━━━━━ SUPPLIED RECORDS

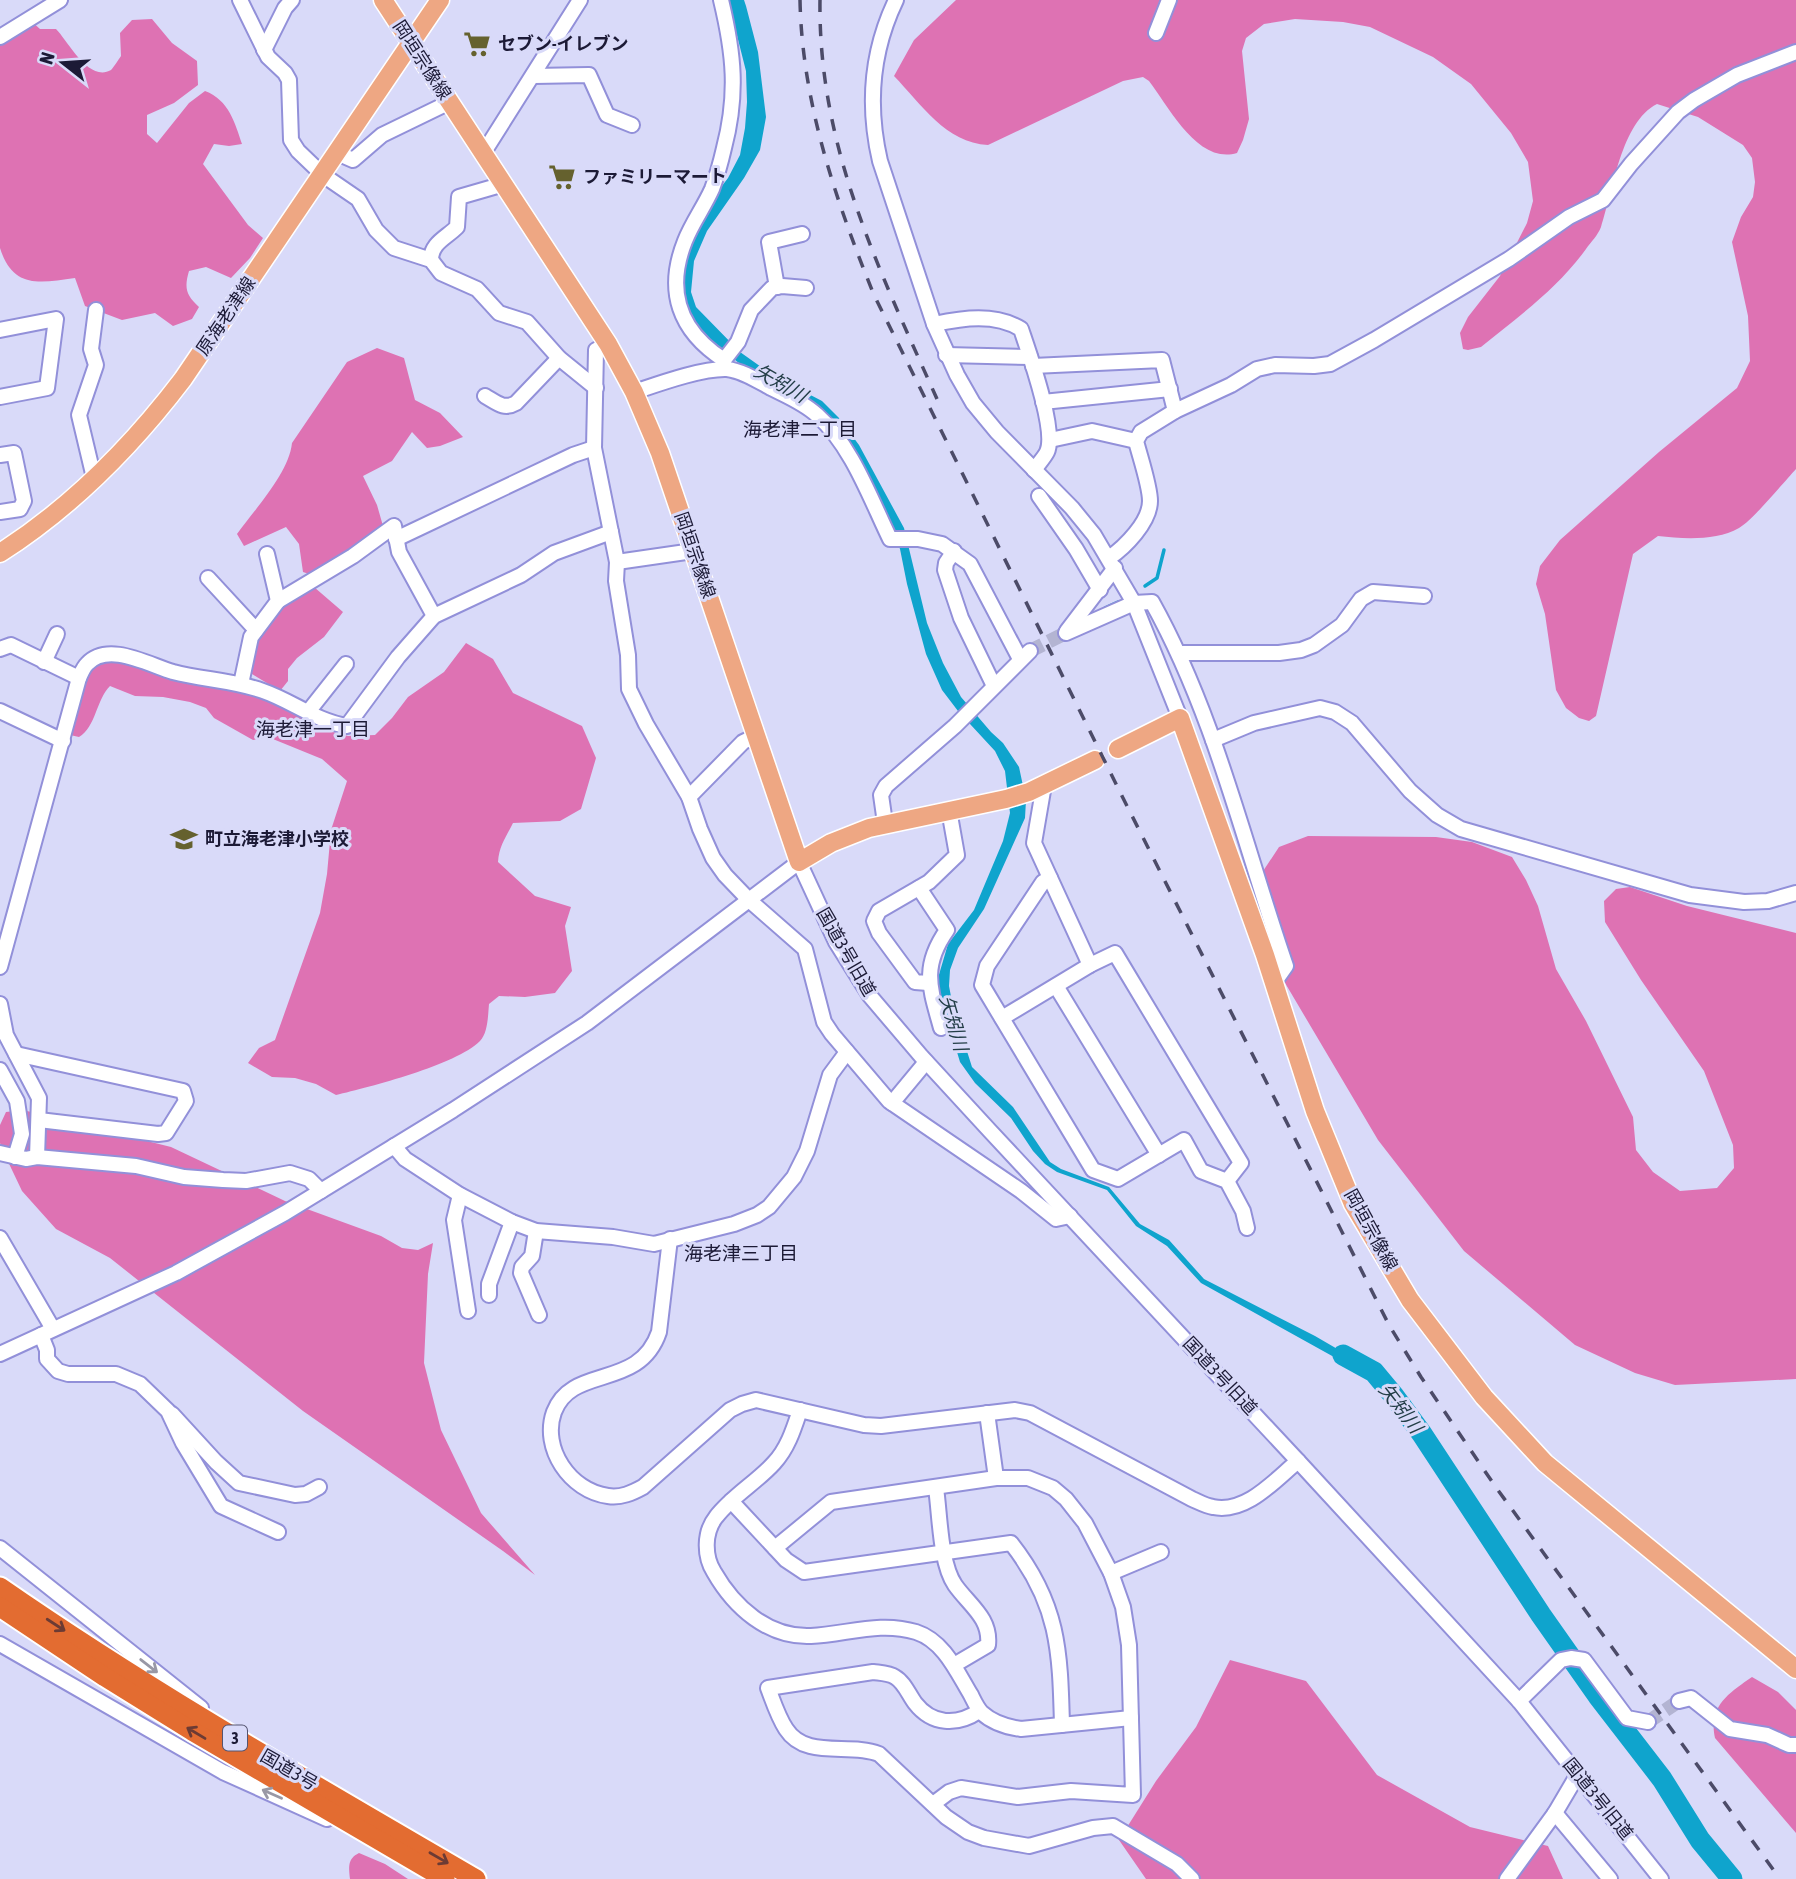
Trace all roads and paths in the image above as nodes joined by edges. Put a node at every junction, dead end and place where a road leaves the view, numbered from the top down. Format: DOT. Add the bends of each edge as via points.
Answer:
graph roads {
  1 [pos="60,0"];
  2 [pos="240,0"];
  3 [pos="292,0"];
  4 [pos="383,0"];
  5 [pos="440,0"];
  6 [pos="580,0"];
  7 [pos="721,0"];
  8 [pos="896,0"];
  9 [pos="1169,0"];
  10 [pos="1156,33"];
  11 [pos="0,37"];
  12 [pos="411,43"];
  13 [pos="264,51"];
  14 [pos="1796,52"];
  15 [pos="534,76"];
  16 [pos="450,102"];
  17 [pos="632,125"];
  18 [pos="484,152"];
  19 [pos="337,153"];
  20 [pos="323,175"];
  21 [pos="504,184"];
  22 [pos="802,234"];
  23 [pos="431,260"];
  24 [pos="777,287"];
  25 [pos="806,288"];
  26 [pos="96,310"];
  27 [pos="934,324"];
  28 [pos="0,330"];
  29 [pos="608,344"];
  30 [pos="946,355"];
  31 [pos="559,358"];
  32 [pos="1032,361"];
  33 [pos="724,365"];
  34 [pos="596,388"];
  35 [pos="1170,389"];
  36 [pos="634,393"];
  37 [pos="485,396"];
  38 [pos="0,397"];
  39 [pos="1043,402"];
  40 [pos="1175,411"];
  41 [pos="1050,440"];
  42 [pos="1136,441"];
  43 [pos="594,448"];
  44 [pos="0,455"];
  45 [pos="1034,470"];
  46 [pos="94,478"];
  47 [pos="1039,496"];
  48 [pos="0,512"];
  49 [pos="611,532"];
  50 [pos="1094,535"];
  51 [pos="396,540"];
  52 [pos="1076,549"];
  53 [pos="694,551"];
  54 [pos="954,551"];
  55 [pos="0,552"];
  56 [pos="267,554"];
  57 [pos="617,562"];
  58 [pos="1112,563"];
  59 [pos="208,578"];
  60 [pos="1100,590"];
  61 [pos="1423,596"];
  62 [pos="278,601"];
  63 [pos="1134,603"];
  64 [pos="434,616"];
  65 [pos="256,630"];
  66 [pos="57,634"];
  67 [pos="0,649"];
  68 [pos="1179,653"];
  69 [pos="44,662"];
  70 [pos="346,664"];
  71 [pos="79,678"];
  72 [pos="241,684"];
  73 [pos="994,686"];
  74 [pos="0,711"];
  75 [pos="308,712"];
  76 [pos="1180,718"];
  77 [pos="757,736"];
  78 [pos="1213,740"];
  79 [pos="63,741"];
  80 [pos="1118,749"];
  81 [pos="1095,760"];
  82 [pos="1036,788"];
  83 [pos="690,797"];
  84 [pos="949,810"];
  85 [pos="885,824"];
  86 [pos="799,862"];
  87 [pos="1050,878"];
  88 [pos="919,888"];
  89 [pos="1796,893"];
  90 [pos="749,900"];
  91 [pos="0,906"];
  92 [pos="15,910"];
  93 [pos="1090,965"];
  94 [pos="0,967"];
  95 [pos="928,983"];
  96 [pos="1275,983"];
  97 [pos="1056,986"];
  98 [pos="0,1004"];
  99 [pos="1002,1018"];
  100 [pos="940,1028"];
  101 [pos="847,1052"];
  102 [pos="16,1054"];
  103 [pos="926,1062"];
  104 [pos="0,1070"];
  105 [pos="892,1103"];
  106 [pos="39,1120"];
  107 [pos="394,1146"];
  108 [pos="7,1155"];
  109 [pos="1159,1155"];
  110 [pos="37,1157"];
  111 [pos="1227,1181"];
  112 [pos="321,1191"];
  113 [pos="460,1195"];
  114 [pos="1070,1216"];
  115 [pos="512,1222"];
  116 [pos="1247,1228"];
  117 [pos="536,1231"];
  118 [pos="0,1238"];
  119 [pos="670,1239"];
  120 [pos="489,1295"];
  121 [pos="468,1311"];
  122 [pos="539,1315"];
  123 [pos="47,1332"];
  124 [pos="0,1354"];
  125 [pos="800,1410"];
  126 [pos="168,1411"];
  127 [pos="987,1413"];
  128 [pos="1298,1461"];
  129 [pos="996,1478"];
  130 [pos="319,1487"];
  131 [pos="936,1488"];
  132 [pos="731,1501"];
  133 [pos="278,1532"];
  134 [pos="0,1548"];
  135 [pos="775,1548"];
  136 [pos="1161,1552"];
  137 [pos="945,1553"];
  138 [pos="1111,1573"];
  139 [pos="0,1587"];
  140 [pos="0,1606"];
  141 [pos="0,1644"];
  142 [pos="954,1665"];
  143 [pos="1796,1669"];
  144 [pos="1519,1701"];
  145 [pos="1679,1701"];
  146 [pos="979,1711"];
  147 [pos="1131,1718"];
  148 [pos="1647,1722"];
  149 [pos="1062,1725"];
  150 [pos="244,1744"];
  151 [pos="1796,1745"];
  152 [pos="1578,1774"];
  153 [pos="933,1804"];
  154 [pos="1556,1814"];
  155 [pos="401,1852"];
  156 [pos="445,1879"];
  157 [pos="476,1879"];
  158 [pos="1192,1879"];
  159 [pos="1507,1879"];
  160 [pos="1610,1879"];
  161 [pos="1661,1879"];
  1 -- 11 [label="street"];
  2 -- 13 [label="street"];
  3 -- 13 [label="street"];
  4 -- 12 [label="main road, 岡垣宗像線"];
  5 -- 12 [label="main road, 原海老津線"];
  6 -- 15 [label="street"];
  7 -- 33 [label="street" via="733,63 732,112 712,188 677,263 674,289 682,318"];
  8 -- 27 [label="street" via="876,54 874,135"];
  9 -- 10 [label="street"];
  12 -- 16 [label="main road, 岡垣宗像線"];
  12 -- 19 [label="main road, 原海老津線"];
  13 -- 20 [label="street" via="289,80 291,140"];
  14 -- 40 [label="street" via="1737,75 1694,100 1670,120 1603,200 1374,340 1330,364 1257,369"];
  15 -- 17 [label="street" via="589,75 607,115"];
  15 -- 18 [label="street"];
  16 -- 18 [label="main road, 岡垣宗像線"];
  16 -- 19 [label="street" via="382,135 353,160"];
  18 -- 21 [label="main road, 岡垣宗像線"];
  19 -- 20 [label="main road, 原海老津線"];
  20 -- 23 [label="street" via="358,199 376,230 394,248"];
  20 -- 46 [label="main road, 原海老津線" via="183,379"];
  21 -- 23 [label="street" via="459,197 457,227 434,247"];
  21 -- 29 [label="main road, 岡垣宗像線"];
  22 -- 24 [label="street" via="769,242"];
  23 -- 31 [label="street" via="441,273 477,289 499,313 527,321"];
  24 -- 25 [label="street"];
  24 -- 33 [label="street" via="751,310"];
  26 -- 46 [label="street" via="91,349 96,365 79,415"];
  27 -- 30 [label="street"];
  27 -- 32 [label="street" via="968,317 1012,323 1021,330"];
  28 -- 38 [label="street" via="56,319 47,388"];
  29 -- 34 [label="street" via="596,350"];
  29 -- 36 [label="main road, 岡垣宗像線"];
  30 -- 32 [label="street"];
  30 -- 45 [label="street" via="973,402"];
  31 -- 34 [label="street"];
  31 -- 37 [label="street" via="509,407"];
  32 -- 35 [label="street" via="1162,360"];
  32 -- 39 [label="street"];
  33 -- 36 [label="street"];
  33 -- 54 [label="street" via="817,415 857,471 890,539 918,539"];
  34 -- 43 [label="street"];
  35 -- 39 [label="street"];
  35 -- 40 [label="street"];
  36 -- 53 [label="main road, 岡垣宗像線"];
  39 -- 41 [label="street"];
  40 -- 42 [label="street" via="1141,432"];
  41 -- 42 [label="street" via="1092,431"];
  41 -- 45 [label="street"];
  42 -- 58 [label="street" via="1150,501 1143,521"];
  43 -- 49 [label="street"];
  43 -- 51 [label="street"];
  44 -- 48 [label="street" via="14,453 24,501 20,509"];
  45 -- 50 [label="street"];
  46 -- 55 [label="main road, 原海老津線"];
  47 -- 52 [label="street"];
  49 -- 57 [label="street"];
  49 -- 64 [label="street" via="554,554 521,575"];
  50 -- 52 [label="street"];
  50 -- 58 [label="street"];
  51 -- 62 [label="street" via="394,526"];
  51 -- 64 [label="street"];
  52 -- 60 [label="street"];
  53 -- 57 [label="street"];
  53 -- 77 [label="main road, 岡垣宗像線"];
  54 -- 73 [label="street" via="945,570 961,618"];
  54 -- 73 [label="street" via="970,564 1025,655"];
  56 -- 62 [label="street"];
  57 -- 83 [label="street" via="629,689"];
  58 -- 60 [label="street"];
  58 -- 63 [label="street"];
  59 -- 65 [label="street"];
  60 -- 63 [label="street" via="1066,632"];
  61 -- 68 [label="street" via="1373,592 1361,599 1342,625 1301,650"];
  62 -- 65 [label="street"];
  63 -- 68 [label="street" via="1152,602"];
  63 -- 76 [label="street"];
  64 -- 75 [label="street" via="347,726"];
  65 -- 72 [label="street"];
  66 -- 69 [label="street"];
  67 -- 69 [label="street" via="10,645"];
  68 -- 78 [label="street"];
  69 -- 71 [label="street"];
  70 -- 75 [label="street"];
  71 -- 72 [label="street" via="97,657 121,655 176,673"];
  71 -- 79 [label="street"];
  72 -- 75 [label="street"];
  73 -- 85 [label="street" via="886,786 881,795"];
  74 -- 79 [label="street"];
  76 -- 80 [label="main road"];
  76 -- 96 [label="main road, 岡垣宗像線"];
  77 -- 83 [label="street" via="743,742"];
  77 -- 86 [label="main road, 岡垣宗像線"];
  78 -- 89 [label="street" via="1254,723 1320,708 1352,723 1410,791 1461,830 1690,895 1744,902"];
  78 -- 96 [label="street" via="1286,966"];
  79 -- 92 [label="street"];
  81 -- 82 [label="main road"];
  82 -- 84 [label="main road"];
  82 -- 87 [label="street" via="1034,843"];
  83 -- 90 [label="street" via="713,858"];
  84 -- 85 [label="main road"];
  84 -- 88 [label="street" via="957,855"];
  85 -- 86 [label="main road" via="831,843"];
  86 -- 90 [label="street"];
  86 -- 103 [label="street, 国道3号旧道" via="852,970"];
  87 -- 93 [label="street"];
  87 -- 99 [label="street" via="987,966 982,985"];
  88 -- 95 [label="street" via="947,930 934,953"];
  88 -- 95 [label="street" via="879,911 874,921 915,982"];
  90 -- 101 [label="street" via="805,949 824,1022"];
  90 -- 107 [label="street" via="549,1049"];
  91 -- 92 [label="street"];
  92 -- 94 [label="street"];
  93 -- 97 [label="street"];
  93 -- 111 [label="street" via="1115,953 1241,1163"];
  95 -- 100 [label="street"];
  96 -- 143 [label="main road, 岡垣宗像線" via="1315,1111 1353,1204 1435,1333 1484,1397 1545,1463"];
  97 -- 99 [label="street"];
  97 -- 109 [label="street"];
  98 -- 102 [label="street" via="6,1035"];
  99 -- 109 [label="street" via="1093,1170 1118,1179"];
  101 -- 105 [label="street"];
  101 -- 119 [label="street" via="830,1075 807,1151 794,1177 769,1207 734,1224"];
  102 -- 106 [label="street" via="35,1086"];
  102 -- 106 [label="street" via="183,1091 186,1101 166,1133"];
  103 -- 105 [label="street"];
  103 -- 114 [label="street, 国道3号旧道"];
  104 -- 108 [label="street" via="17,1101 22,1134"];
  105 -- 114 [label="street" via="1055,1219"];
  106 -- 110 [label="street"];
  107 -- 112 [label="street"];
  107 -- 113 [label="street" via="405,1159"];
  108 -- 110 [label="street"];
  109 -- 111 [label="street" via="1184,1140 1201,1171"];
  110 -- 112 [label="street" via="223,1180 290,1173 309,1179"];
  111 -- 116 [label="street"];
  112 -- 123 [label="street" via="176,1273"];
  113 -- 115 [label="street"];
  113 -- 121 [label="street" via="454,1220"];
  114 -- 128 [label="street, 国道3号旧道"];
  115 -- 117 [label="street"];
  115 -- 120 [label="street"];
  117 -- 119 [label="street" via="654,1244"];
  117 -- 122 [label="street" via="532,1256 521,1273"];
  118 -- 123 [label="street"];
  119 -- 125 [label="street" via="655,1343 636,1365 567,1393 551,1424 551,1446 558,1461 595,1493 630,1494 742,1404 756,1400"];
  123 -- 124 [label="street"];
  123 -- 126 [label="street" via="47,1359 58,1371 128,1377"];
  125 -- 127 [label="street" via="881,1426"];
  125 -- 132 [label="street" via="775,1462"];
  126 -- 130 [label="street" via="239,1483 296,1496"];
  126 -- 133 [label="street" via="221,1506"];
  127 -- 128 [label="street" via="1015,1410 1042,1419 1213,1507 1231,1508 1253,1498"];
  127 -- 129 [label="street"];
  128 -- 144 [label="street, 国道3号旧道"];
  129 -- 131 [label="street"];
  129 -- 138 [label="street" via="1028,1478 1053,1488 1084,1523"];
  131 -- 135 [label="street" via="831,1502"];
  131 -- 137 [label="street"];
  132 -- 135 [label="street"];
  132 -- 142 [label="street" via="709,1530 707,1555 719,1581 750,1616 797,1635 901,1627 939,1646"];
  134 -- 150 [label="street, one-way"];
  135 -- 137 [label="street" via="804,1572"];
  136 -- 138 [label="street"];
  137 -- 142 [label="street" via="948,1572 984,1619 989,1635 988,1645"];
  137 -- 149 [label="street" via="1011,1544 1027,1564 1054,1626"];
  138 -- 147 [label="street" via="1129,1645"];
  139 -- 150 [label="highway, 国道3号 / 3, one-way"];
  155 -- 140 [label="highway, 国道3号 / 3, one-way" via="192,1731"];
  155 -- 141 [label="street, one-way" via="223,1772"];
  142 -- 146 [label="street"];
  144 -- 148 [label="street" via="1561,1660 1584,1660 1627,1718"];
  144 -- 152 [label="street, 国道3号旧道"];
  145 -- 151 [label="street" via="1691,1698 1730,1729"];
  146 -- 149 [label="street" via="992,1721 1021,1729"];
  146 -- 153 [label="street" via="959,1721 932,1718 894,1676 884,1673 768,1688 791,1737 812,1747 866,1749 879,1754"];
  147 -- 149 [label="street"];
  147 -- 153 [label="street" via="1133,1795 1071,1791 1004,1796 961,1788"];
  150 -- 157 [label="highway, 国道3号 / 3, one-way"];
  152 -- 154 [label="street"];
  152 -- 161 [label="street, 国道3号旧道"];
  153 -- 158 [label="street" via="968,1832 1029,1846 1113,1826 1177,1864"];
  154 -- 159 [label="street"];
  154 -- 160 [label="street"];
  155 -- 156 [label="highway, 国道3号 / 3"];
}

━━━━━━━━━━

Write out every line from the entries where "原海老津線" appears.

RESPONSE TO THE EXERCISE:
  5 -- 12 [label="main road, 原海老津線"];
  12 -- 19 [label="main road, 原海老津線"];
  19 -- 20 [label="main road, 原海老津線"];
  20 -- 46 [label="main road, 原海老津線" via="183,379"];
  46 -- 55 [label="main road, 原海老津線"];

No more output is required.